ASSIGNMENT. Give the listing back in full, exactly as written, with the pictures removed.

================

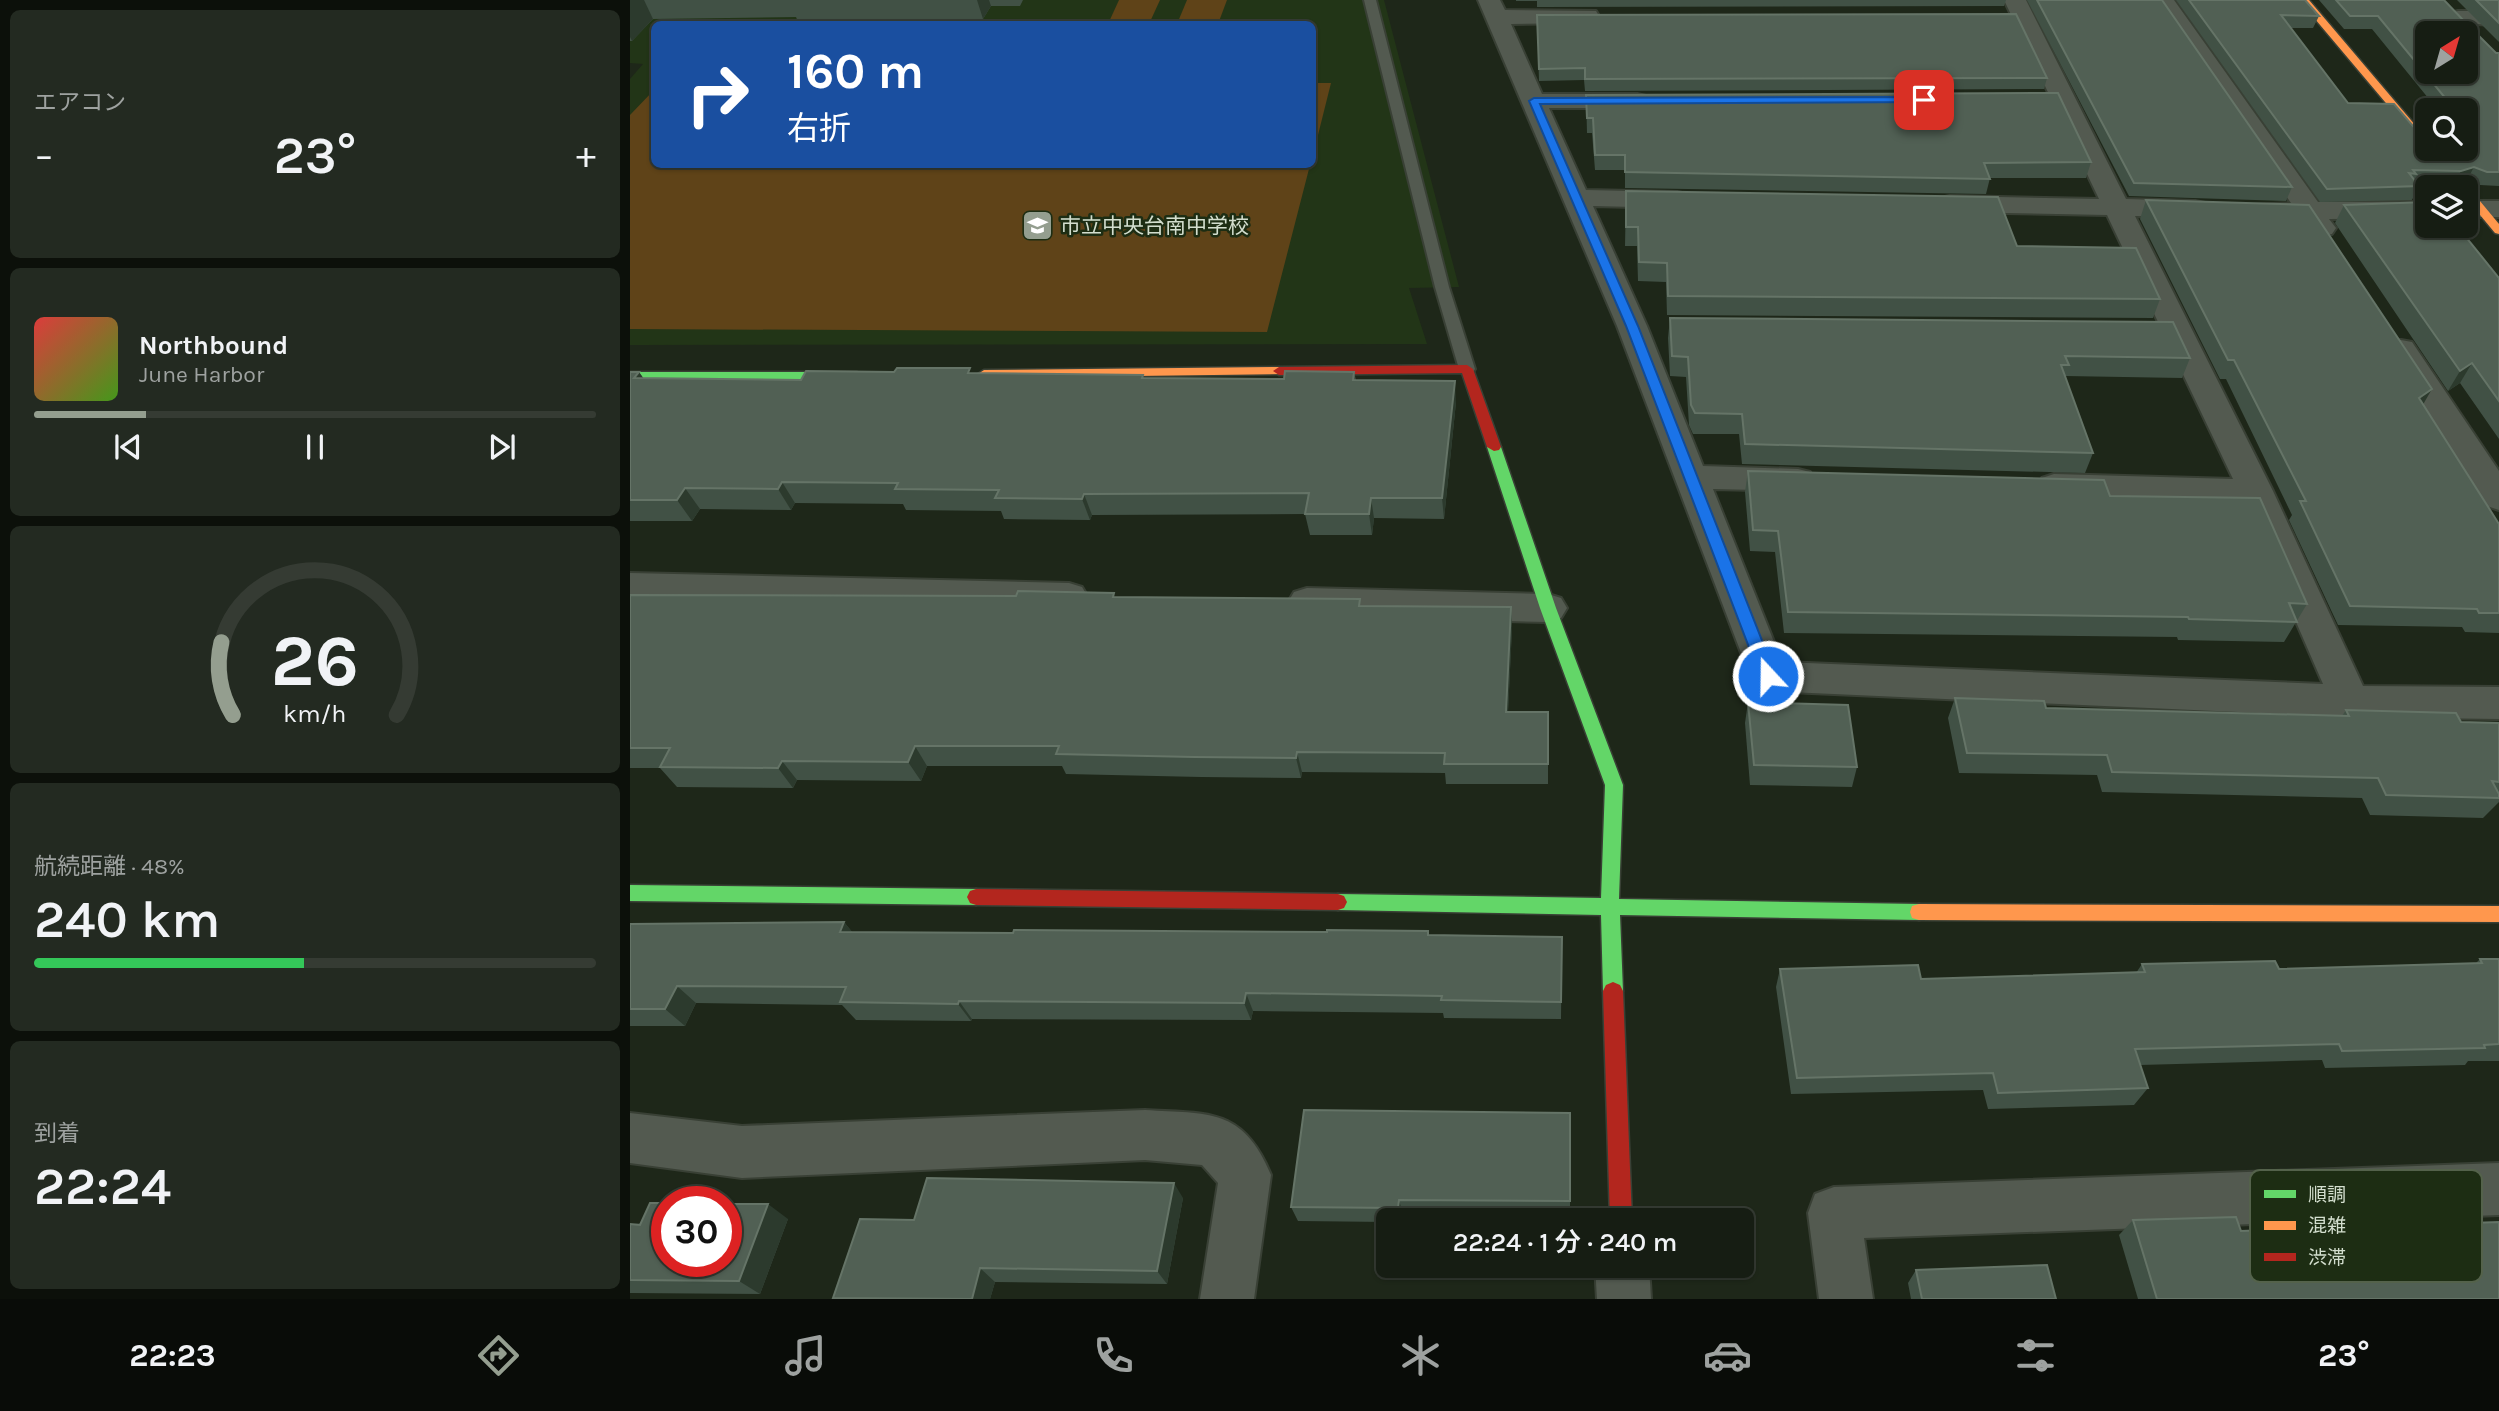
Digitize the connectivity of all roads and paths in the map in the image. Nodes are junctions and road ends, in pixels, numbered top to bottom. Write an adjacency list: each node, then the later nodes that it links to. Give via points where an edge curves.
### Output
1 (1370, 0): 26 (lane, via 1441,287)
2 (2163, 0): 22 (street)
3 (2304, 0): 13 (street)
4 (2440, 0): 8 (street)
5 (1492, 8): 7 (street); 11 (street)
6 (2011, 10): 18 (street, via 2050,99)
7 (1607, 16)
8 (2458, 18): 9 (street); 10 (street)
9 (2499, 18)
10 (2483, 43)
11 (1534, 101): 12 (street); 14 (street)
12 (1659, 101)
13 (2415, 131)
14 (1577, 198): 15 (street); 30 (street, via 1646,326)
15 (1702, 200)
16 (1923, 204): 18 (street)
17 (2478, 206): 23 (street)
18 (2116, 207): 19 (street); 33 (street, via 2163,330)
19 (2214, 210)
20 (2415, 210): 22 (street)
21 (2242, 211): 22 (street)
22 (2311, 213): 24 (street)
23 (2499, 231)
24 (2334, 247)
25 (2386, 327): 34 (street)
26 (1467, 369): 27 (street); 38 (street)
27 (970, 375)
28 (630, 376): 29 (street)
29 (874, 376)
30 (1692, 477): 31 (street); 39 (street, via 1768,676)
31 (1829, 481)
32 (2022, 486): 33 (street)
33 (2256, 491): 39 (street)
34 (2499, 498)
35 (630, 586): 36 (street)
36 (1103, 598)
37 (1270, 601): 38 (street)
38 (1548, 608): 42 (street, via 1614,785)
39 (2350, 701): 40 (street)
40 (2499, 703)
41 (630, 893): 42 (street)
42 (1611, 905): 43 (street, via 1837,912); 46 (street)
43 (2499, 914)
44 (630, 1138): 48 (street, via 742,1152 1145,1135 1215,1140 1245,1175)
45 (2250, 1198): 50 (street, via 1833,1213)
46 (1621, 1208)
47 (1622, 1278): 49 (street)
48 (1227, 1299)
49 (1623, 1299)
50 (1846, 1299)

================

EXERCISE RESPONSE.
Digitize the connectivity of all roads and paths in the map in the image. Nodes are junctions and road ends, in pixels, numbered top to bottom. Write an adjacency list: each node, then the later nodes that it links to. Give via points where an edge curves.
### Output
1 (1370, 0): 26 (lane, via 1441,287)
2 (2163, 0): 22 (street)
3 (2304, 0): 13 (street)
4 (2440, 0): 8 (street)
5 (1492, 8): 7 (street); 11 (street)
6 (2011, 10): 18 (street, via 2050,99)
7 (1607, 16)
8 (2458, 18): 9 (street); 10 (street)
9 (2499, 18)
10 (2483, 43)
11 (1534, 101): 12 (street); 14 (street)
12 (1659, 101)
13 (2415, 131)
14 (1577, 198): 15 (street); 30 (street, via 1646,326)
15 (1702, 200)
16 (1923, 204): 18 (street)
17 (2478, 206): 23 (street)
18 (2116, 207): 19 (street); 33 (street, via 2163,330)
19 (2214, 210)
20 (2415, 210): 22 (street)
21 (2242, 211): 22 (street)
22 (2311, 213): 24 (street)
23 (2499, 231)
24 (2334, 247)
25 (2386, 327): 34 (street)
26 (1467, 369): 27 (street); 38 (street)
27 (970, 375)
28 (630, 376): 29 (street)
29 (874, 376)
30 (1692, 477): 31 (street); 39 (street, via 1768,676)
31 (1829, 481)
32 (2022, 486): 33 (street)
33 (2256, 491): 39 (street)
34 (2499, 498)
35 (630, 586): 36 (street)
36 (1103, 598)
37 (1270, 601): 38 (street)
38 (1548, 608): 42 (street, via 1614,785)
39 (2350, 701): 40 (street)
40 (2499, 703)
41 (630, 893): 42 (street)
42 (1611, 905): 43 (street, via 1837,912); 46 (street)
43 (2499, 914)
44 (630, 1138): 48 (street, via 742,1152 1145,1135 1215,1140 1245,1175)
45 (2250, 1198): 50 (street, via 1833,1213)
46 (1621, 1208)
47 (1622, 1278): 49 (street)
48 (1227, 1299)
49 (1623, 1299)
50 (1846, 1299)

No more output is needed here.